+++ DATA EXTRACTS +++

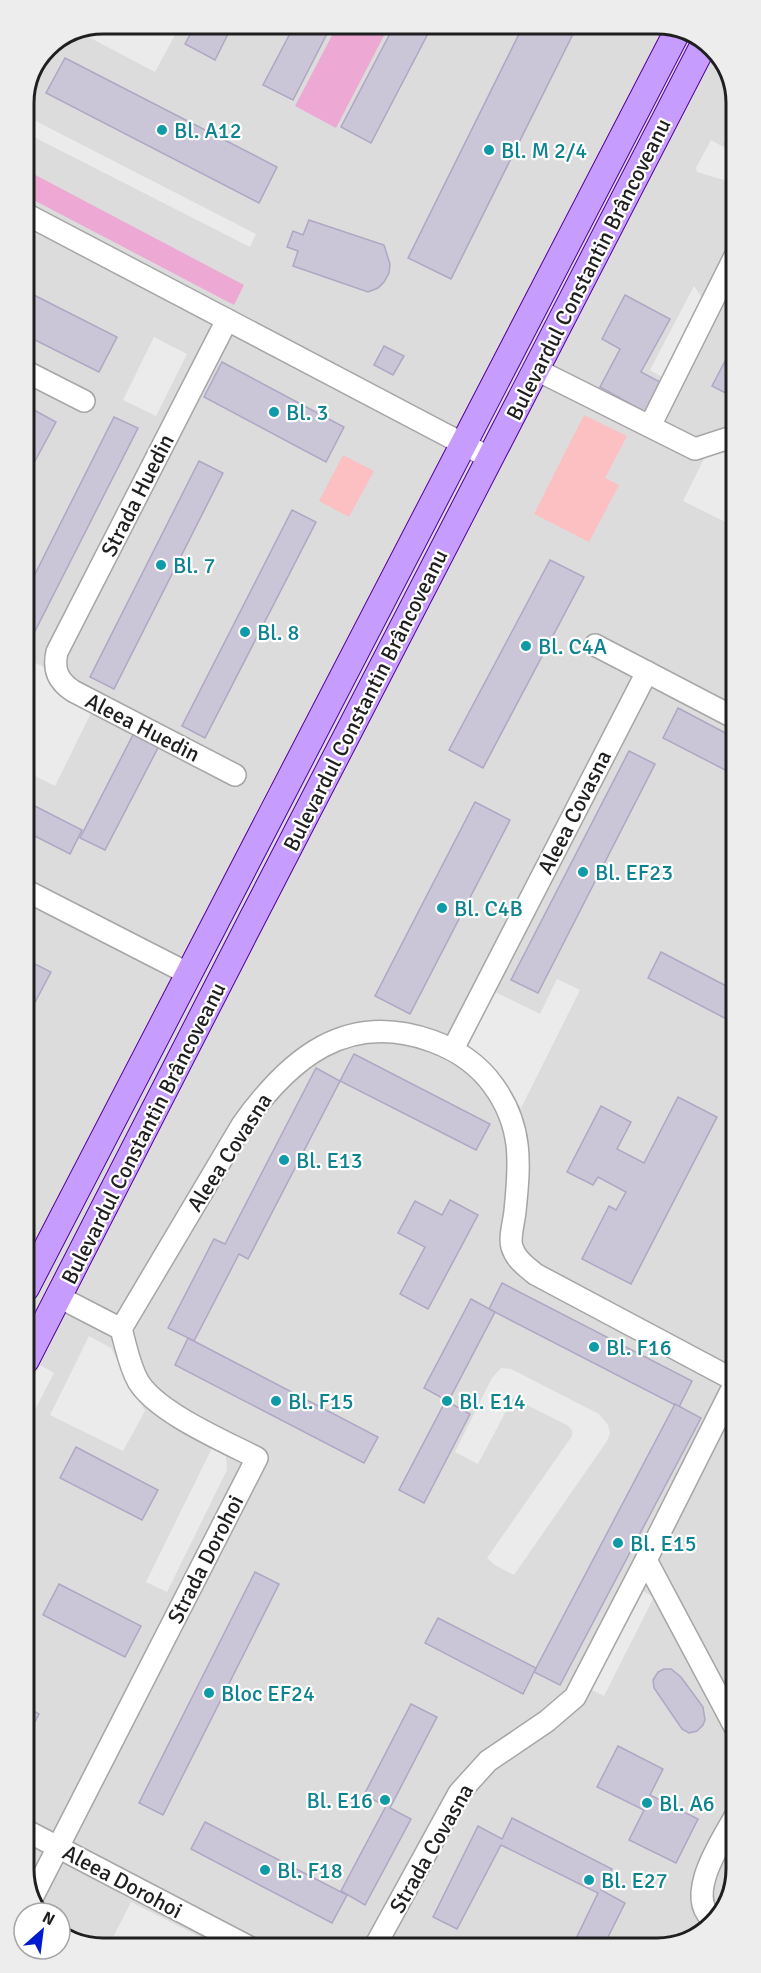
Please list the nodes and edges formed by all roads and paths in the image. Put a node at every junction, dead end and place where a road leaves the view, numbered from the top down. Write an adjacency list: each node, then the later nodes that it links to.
1 (674, 37): 11 (main road, Bulevardul Constantin Brâncoveanu)
2 (701, 50): 6 (main road, Bulevardul Constantin Brâncoveanu)
3 (35, 219): 5 (street)
4 (726, 274): 9 (street)
5 (227, 320): 11 (street); 15 (street, Strada Huedin)
6 (536, 369): 9 (street); 12 (main road, Bulevardul Constantin Brâncoveanu)
7 (35, 376): 8 (street)
8 (84, 401)
9 (650, 426): 10 (street)
10 (726, 439)
11 (464, 444): 12 (street); 19 (main road, Bulevardul Constantin Brâncoveanu)
12 (490, 458): 22 (main road, Bulevardul Constantin Brâncoveanu)
13 (595, 645): 14 (street)
14 (647, 672): 16 (street); 20 (street, Aleea Covasna)
15 (56, 673): 17 (street, Aleea Huedin)
16 (726, 713)
17 (235, 774)
18 (35, 895): 19 (street)
19 (189, 975): 21 (main road, Bulevardul Constantin Brâncoveanu)
20 (453, 1049): 23 (street, Aleea Covasna); 25 (street, Aleea Covasna)
21 (34, 1272)
22 (59, 1297): 23 (street); 24 (main road, Bulevardul Constantin Brâncoveanu)
23 (121, 1329): 31 (street, Strada Dorohoi)
24 (34, 1344)
25 (726, 1376)
26 (726, 1401): 27 (street, Strada Covasna)
27 (646, 1560): 28 (street); 35 (street, Strada Covasna)
28 (726, 1710)
29 (726, 1834): 33 (street)
30 (34, 1835): 31 (street, Aleea Dorohoi)
31 (58, 1848): 32 (street, Strada Dorohoi); 34 (street, Aleea Dorohoi)
32 (37, 1888)
33 (709, 1914)
34 (232, 1938)
35 (379, 1938)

+++

▸ DIRECTIONS: Exclude the images, then output the data above word for word.

▸ YOUR RESPONSE:
Please list the nodes and edges formed by all roads and paths in the image. Put a node at every junction, dead end and place where a road leaves the view, numbered from the top down. Write an adjacency list: each node, then the later nodes that it links to.
1 (674, 37): 11 (main road, Bulevardul Constantin Brâncoveanu)
2 (701, 50): 6 (main road, Bulevardul Constantin Brâncoveanu)
3 (35, 219): 5 (street)
4 (726, 274): 9 (street)
5 (227, 320): 11 (street); 15 (street, Strada Huedin)
6 (536, 369): 9 (street); 12 (main road, Bulevardul Constantin Brâncoveanu)
7 (35, 376): 8 (street)
8 (84, 401)
9 (650, 426): 10 (street)
10 (726, 439)
11 (464, 444): 12 (street); 19 (main road, Bulevardul Constantin Brâncoveanu)
12 (490, 458): 22 (main road, Bulevardul Constantin Brâncoveanu)
13 (595, 645): 14 (street)
14 (647, 672): 16 (street); 20 (street, Aleea Covasna)
15 (56, 673): 17 (street, Aleea Huedin)
16 (726, 713)
17 (235, 774)
18 (35, 895): 19 (street)
19 (189, 975): 21 (main road, Bulevardul Constantin Brâncoveanu)
20 (453, 1049): 23 (street, Aleea Covasna); 25 (street, Aleea Covasna)
21 (34, 1272)
22 (59, 1297): 23 (street); 24 (main road, Bulevardul Constantin Brâncoveanu)
23 (121, 1329): 31 (street, Strada Dorohoi)
24 (34, 1344)
25 (726, 1376)
26 (726, 1401): 27 (street, Strada Covasna)
27 (646, 1560): 28 (street); 35 (street, Strada Covasna)
28 (726, 1710)
29 (726, 1834): 33 (street)
30 (34, 1835): 31 (street, Aleea Dorohoi)
31 (58, 1848): 32 (street, Strada Dorohoi); 34 (street, Aleea Dorohoi)
32 (37, 1888)
33 (709, 1914)
34 (232, 1938)
35 (379, 1938)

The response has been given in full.